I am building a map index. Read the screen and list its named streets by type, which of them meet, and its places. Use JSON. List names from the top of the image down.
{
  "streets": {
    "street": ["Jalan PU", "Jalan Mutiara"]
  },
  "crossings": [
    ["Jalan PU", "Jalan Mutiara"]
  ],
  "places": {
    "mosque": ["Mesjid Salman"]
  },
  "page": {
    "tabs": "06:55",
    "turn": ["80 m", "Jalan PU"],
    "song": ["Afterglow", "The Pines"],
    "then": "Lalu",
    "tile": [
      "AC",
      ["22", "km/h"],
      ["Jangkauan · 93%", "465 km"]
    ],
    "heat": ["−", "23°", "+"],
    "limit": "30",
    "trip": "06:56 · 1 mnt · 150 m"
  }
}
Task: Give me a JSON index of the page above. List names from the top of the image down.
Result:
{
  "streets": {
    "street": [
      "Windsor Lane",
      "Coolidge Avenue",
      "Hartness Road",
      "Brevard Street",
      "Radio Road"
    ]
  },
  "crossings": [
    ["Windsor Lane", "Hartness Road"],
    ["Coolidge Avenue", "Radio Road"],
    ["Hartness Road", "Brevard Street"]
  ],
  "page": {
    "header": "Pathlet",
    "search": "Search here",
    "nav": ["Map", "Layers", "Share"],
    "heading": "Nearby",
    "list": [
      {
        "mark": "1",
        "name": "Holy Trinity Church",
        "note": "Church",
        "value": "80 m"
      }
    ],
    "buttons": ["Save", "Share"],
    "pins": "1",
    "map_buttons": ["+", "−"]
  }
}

:: About this exercise ::
When you output the entries, keep every line exactly as it appears above.

:: Task response ::
I am building a map index. Read the screen and list its named streets by type, which of them meet, and its places. Use JSON. List names from the top of the image down.
{
  "streets": {
    "street": ["Jalan PU", "Jalan Mutiara"]
  },
  "crossings": [
    ["Jalan PU", "Jalan Mutiara"]
  ],
  "places": {
    "mosque": ["Mesjid Salman"]
  },
  "page": {
    "tabs": "06:55",
    "turn": ["80 m", "Jalan PU"],
    "song": ["Afterglow", "The Pines"],
    "then": "Lalu",
    "tile": [
      "AC",
      ["22", "km/h"],
      ["Jangkauan · 93%", "465 km"]
    ],
    "heat": ["−", "23°", "+"],
    "limit": "30",
    "trip": "06:56 · 1 mnt · 150 m"
  }
}
Task: Give me a JSON index of the page above. List names from the top of the image down.
Result:
{
  "streets": {
    "street": [
      "Windsor Lane",
      "Coolidge Avenue",
      "Hartness Road",
      "Brevard Street",
      "Radio Road"
    ]
  },
  "crossings": [
    ["Windsor Lane", "Hartness Road"],
    ["Coolidge Avenue", "Radio Road"],
    ["Hartness Road", "Brevard Street"]
  ],
  "page": {
    "header": "Pathlet",
    "search": "Search here",
    "nav": ["Map", "Layers", "Share"],
    "heading": "Nearby",
    "list": [
      {
        "mark": "1",
        "name": "Holy Trinity Church",
        "note": "Church",
        "value": "80 m"
      }
    ],
    "buttons": ["Save", "Share"],
    "pins": "1",
    "map_buttons": ["+", "−"]
  }
}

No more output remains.